Selain rencana menerbitkan Perppu, Presiden SBY kata Said, juga dinilai melanggar konstitusi jika memilih tidak menandatangani UU Pilkada atau jika lewat Partai Demokrat akhirnya mengajukan pengujian undang-undang (PUU) ke Mahkamah Konstitusi (MK).
“Pertimbangan tidak tandatangan, maju ke MK atau mengeluarkan Perpu, itu semata karena perasaan dia (Presiden SBY,red) terganggu oleh kecaman-kecaman di media sosial. Jadi keliru jika SBY hendak batalkan UU Pilkada. Beliau kan sudah kadung menyetujui RUU Pilkada menjadi UU yang ditandai dengan adanya pengesahan secara materil RUU tersebut menjadi UU dalam paripurna DPR,” katanya.

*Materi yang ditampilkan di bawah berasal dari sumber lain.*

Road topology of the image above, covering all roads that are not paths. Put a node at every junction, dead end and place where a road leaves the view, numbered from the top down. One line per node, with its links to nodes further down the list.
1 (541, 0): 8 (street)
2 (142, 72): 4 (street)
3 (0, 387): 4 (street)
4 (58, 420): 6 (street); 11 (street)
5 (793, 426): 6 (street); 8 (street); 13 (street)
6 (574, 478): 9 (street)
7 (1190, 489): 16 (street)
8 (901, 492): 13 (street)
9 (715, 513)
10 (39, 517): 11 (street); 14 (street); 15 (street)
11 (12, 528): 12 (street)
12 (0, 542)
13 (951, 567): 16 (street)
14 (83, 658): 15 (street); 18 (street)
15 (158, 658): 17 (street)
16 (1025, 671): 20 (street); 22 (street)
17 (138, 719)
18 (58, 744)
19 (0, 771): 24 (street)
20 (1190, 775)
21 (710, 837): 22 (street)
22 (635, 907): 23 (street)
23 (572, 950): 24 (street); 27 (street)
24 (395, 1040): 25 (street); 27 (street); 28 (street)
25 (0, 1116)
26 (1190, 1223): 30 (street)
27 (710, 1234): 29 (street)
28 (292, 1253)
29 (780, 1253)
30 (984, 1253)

Secara sederhana, Said menuturkan bahwa dalam konstitusi UUD 1945 Pasal 20 ayat 5, disebutkan undang-undang dibahas bersama dan mendapat persetujuan bersama dari pemerintah dan DPR. Artinya, jika telah terpenuhi, maka wajib diundangkan dengan segera diberi nomor dan dicatat dalam lembaran negara oleh Kementerian Hukum dan Hak Azasi Manusia (Kemenkumham).
“Waktu di paripurna kan tidak ada penolakan dari Gamawan (sebagai wakil pemerintah). Jadi dengan demikian artinya beliau setuju. Nah kalau Presiden dalam waktu 30 hari sejak UU disetujui tidak mau tandatangan, RUU itu sah menjadi UU dan wajib diundangkan,” tandasnya.[]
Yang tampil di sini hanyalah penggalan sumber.